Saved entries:
-------

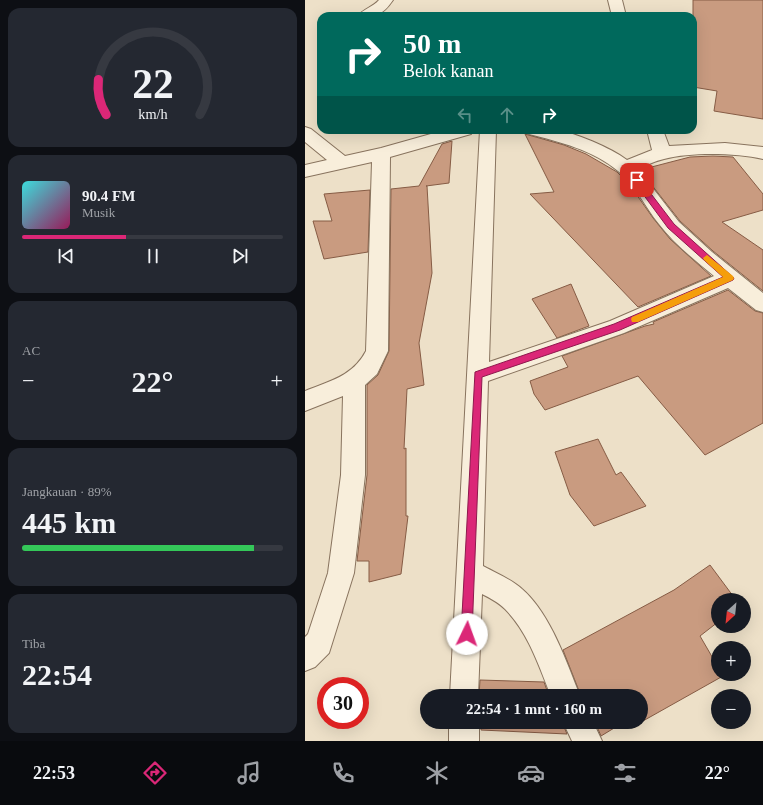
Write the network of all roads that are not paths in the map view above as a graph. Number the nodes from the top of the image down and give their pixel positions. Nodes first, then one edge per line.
1 (386, 0) edge
2 (615, 0) edge
3 (372, 12) edge
4 (618, 12) edge
5 (305, 133) edge
6 (451, 134) edge
7 (488, 134) edge
8 (548, 134) edge
9 (656, 134) edge
10 (662, 153) junction
11 (763, 153) edge
12 (381, 154) junction
13 (341, 162) junction
14 (625, 167) junction
15 (305, 171) edge
16 (730, 278) junction
17 (763, 304) edge
18 (478, 375) junction
19 (355, 381) junction
20 (305, 401) edge
21 (469, 573) junction
22 (305, 657) edge
23 (464, 689) edge
24 (563, 689) edge
25 (464, 729) edge
26 (582, 729) edge
27 (464, 741) edge
28 (587, 741) edge

1 - 3 street
2 - 4 street
5 - 13 street
6 - 12 street
7 - 18 street
8 - 14 street
9 - 10 street
10 - 11 street
10 - 14 street
12 - 13 street
12 - 19 street
13 - 15 street
14 - 16 street
16 - 17 street
16 - 18 street
18 - 21 street
19 - 20 street
19 - 22 street
21 - 23 street
21 - 24 street
25 - 27 street
26 - 28 street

-------

◆ Activity ◆
Omit the pictures; restate every entry word for word.

◆ Finished exercise ◆
Write the network of all roads that are not paths in the map view above as a graph. Number the nodes from the top of the image down and give their pixel positions. Nodes first, then one edge per line.
1 (386, 0) edge
2 (615, 0) edge
3 (372, 12) edge
4 (618, 12) edge
5 (305, 133) edge
6 (451, 134) edge
7 (488, 134) edge
8 (548, 134) edge
9 (656, 134) edge
10 (662, 153) junction
11 (763, 153) edge
12 (381, 154) junction
13 (341, 162) junction
14 (625, 167) junction
15 (305, 171) edge
16 (730, 278) junction
17 (763, 304) edge
18 (478, 375) junction
19 (355, 381) junction
20 (305, 401) edge
21 (469, 573) junction
22 (305, 657) edge
23 (464, 689) edge
24 (563, 689) edge
25 (464, 729) edge
26 (582, 729) edge
27 (464, 741) edge
28 (587, 741) edge

1 - 3 street
2 - 4 street
5 - 13 street
6 - 12 street
7 - 18 street
8 - 14 street
9 - 10 street
10 - 11 street
10 - 14 street
12 - 13 street
12 - 19 street
13 - 15 street
14 - 16 street
16 - 17 street
16 - 18 street
18 - 21 street
19 - 20 street
19 - 22 street
21 - 23 street
21 - 24 street
25 - 27 street
26 - 28 street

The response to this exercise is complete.